Once an application is bound to a local address, it is said that now the system is listening on that address. We can see our app’s “listen” socket using the netstat
command. We know it is a “listen” socket because of the state column.
~ $ netstat -tln
Active Internet connections (only servers)
Proto Recv-Q Send-Q Local Address Foreign Address State
tcp 0 0 192.168.1.10:80 0.0.0.0:* LISTEN
Once a connection is established, you can see a separate entry. Note that this step is specific to connection-oriented sockets (often TCP), and the behavior will be different if you are using UDP as the underlying transport on the application. The client sits on the same system, which is why you see two sockets in the following code: one that belongs to the client application and the other being the server application.
~ $ netstat -atn | grep 192.168
tcp 0 0 192.168.1.10:80 0.0.0.0:* LISTEN
tcp 0 0 192.168.1.10:42636 192.168.1.10:80 ESTABLISHED
tcp 0 0 192.168.1.10:80 192.168.1.10:42636 ESTABLISHED
Using the lsof
command, we see that the socket belongs to our application:
~ $ sudo lsof -p 2478510 -n
COMMAND PID USER FD TYPE DEVICE SIZE/OFF NODE NAME
...
example 2478510 root 3u IPv4 18845797 0t0 TCP 192.168.1.10:http (LISTEN)
example 2478510 root 4u IPv4 18910104 0t0 TCP 192.168.1.10:http->192.168.1.10:49420 (ESTABLISHED)
example 2478510 root 5u a_inode 0,13 0 11297 [eventpoll:3,4,6]
example 2478510 root 6r FIFO 0,12 0t0 18845798 pipe
example 2478510 root 7w FIFO 0,12 0t0 18845798 pipe
Now we know that the kernel should be delivering all these packets to our application. But before we can listen on an address, we need to make sure that the kernel has to deliver such packets locally (that is, these matching packets are destined to the local system). There are alternative ways to work around this requirement, but that is not something you should expect to see in the majority of running apps. Often we will see the server’s IP address living somewhere on our host.

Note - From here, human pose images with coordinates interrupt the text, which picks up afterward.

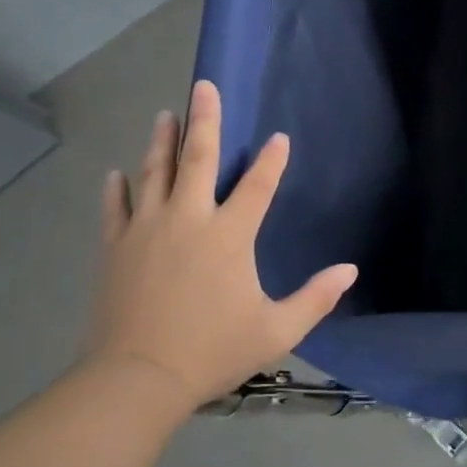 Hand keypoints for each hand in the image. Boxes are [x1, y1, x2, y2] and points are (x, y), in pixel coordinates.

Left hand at [87, 80, 356, 408]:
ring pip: (154, 174)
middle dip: (205, 121)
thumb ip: (316, 297)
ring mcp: (147, 231)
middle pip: (198, 160)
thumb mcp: (277, 330)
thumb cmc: (213, 351)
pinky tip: (116, 172)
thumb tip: (350, 270)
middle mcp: (188, 221)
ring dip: (161, 141)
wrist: (136, 379)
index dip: (272, 161)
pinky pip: (116, 208)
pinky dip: (117, 188)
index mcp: (229, 237)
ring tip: (165, 113)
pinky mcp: (117, 248)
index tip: (279, 138)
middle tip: (203, 87)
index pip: (258, 187) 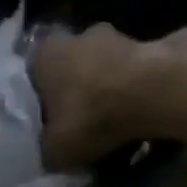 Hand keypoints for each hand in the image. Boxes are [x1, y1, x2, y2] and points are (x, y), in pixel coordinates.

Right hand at [33, 21, 186, 170]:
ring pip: (102, 69)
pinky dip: (132, 90)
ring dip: (105, 91)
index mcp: (45, 55)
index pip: (32, 80)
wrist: (154, 90)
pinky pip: (132, 74)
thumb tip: (50, 151)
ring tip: (113, 123)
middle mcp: (77, 35)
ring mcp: (117, 35)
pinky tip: (136, 114)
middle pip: (70, 71)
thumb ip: (46, 150)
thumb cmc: (92, 116)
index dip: (39, 106)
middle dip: (74, 95)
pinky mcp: (150, 42)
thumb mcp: (55, 150)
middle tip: (79, 126)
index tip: (48, 128) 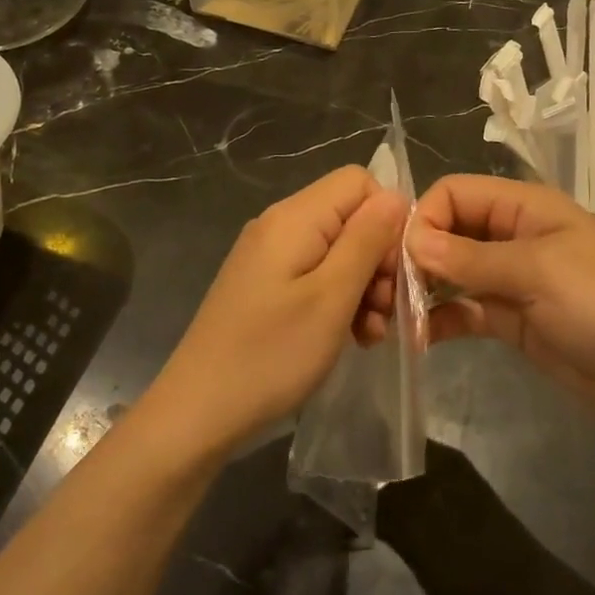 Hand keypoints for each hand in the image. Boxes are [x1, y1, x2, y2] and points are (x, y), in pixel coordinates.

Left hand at [152, 165, 405, 452]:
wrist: (198, 412)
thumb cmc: (271, 355)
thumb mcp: (331, 297)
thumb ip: (367, 240)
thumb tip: (395, 197)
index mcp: (294, 218)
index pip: (360, 182)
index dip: (388, 219)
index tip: (395, 271)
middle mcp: (279, 226)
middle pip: (350, 218)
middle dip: (379, 261)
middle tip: (385, 312)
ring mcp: (269, 258)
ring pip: (338, 251)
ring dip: (363, 288)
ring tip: (370, 333)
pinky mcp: (265, 286)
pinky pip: (316, 277)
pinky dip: (339, 301)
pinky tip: (350, 337)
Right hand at [408, 174, 594, 433]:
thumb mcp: (539, 272)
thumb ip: (471, 258)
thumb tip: (410, 242)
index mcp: (524, 207)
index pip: (454, 194)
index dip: (424, 219)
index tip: (405, 260)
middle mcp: (512, 236)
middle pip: (447, 232)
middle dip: (416, 257)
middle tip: (389, 294)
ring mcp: (510, 280)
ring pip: (450, 274)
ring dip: (422, 291)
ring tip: (394, 320)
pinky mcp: (509, 319)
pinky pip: (463, 311)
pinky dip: (440, 320)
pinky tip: (418, 339)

In order to distinguish local (this system) from remote (other systems) destinations, Linux keeps track of local addresses on its local routing table. This table is the first one it looks up for matches on incoming packets. If no match is found, it proceeds to the next table in a linear fashion.
ip ru sh
0: from all lookup local <<<<<
32766: from all lookup main
32767: from all lookup default
And if we examine the contents of that table, we see that our address is there, since it was configured on a local interface:
ip ro sh table local
local 127.0.0.0/8 dev lo proto kernel scope host src 127.0.0.1
local 127.0.0.1 dev lo proto kernel scope host src 127.0.0.1
broadcast 127.255.255.255 dev lo proto kernel scope link src 127.0.0.1
local 192.168.1.10 dev lo proto kernel scope host src 192.168.1.10 <<<
The local route table contains the routes meant to mark packets for local delivery, which will then cause the kernel to perform a socket lookup on them. First, it tries to find an exact match for that socket (a socket in an ESTABLISHED
state) and, if it can’t find one, a less specific socket will be picked. Here’s what typical socket lookup logic looks like:
Conclusion
This article covered the fundamentals of networking from a client/server application perspective. As a developer, you should now have a good idea of the main steps in the process of transferring data between two applications over a network:
- How applications claim an address on a node.
- How applications set up the kernel for receiving data.
- How the kernel handles received packets.
- How the kernel finds the right place for received data on a system.
- How the kernel handles packets for known and unknown connections.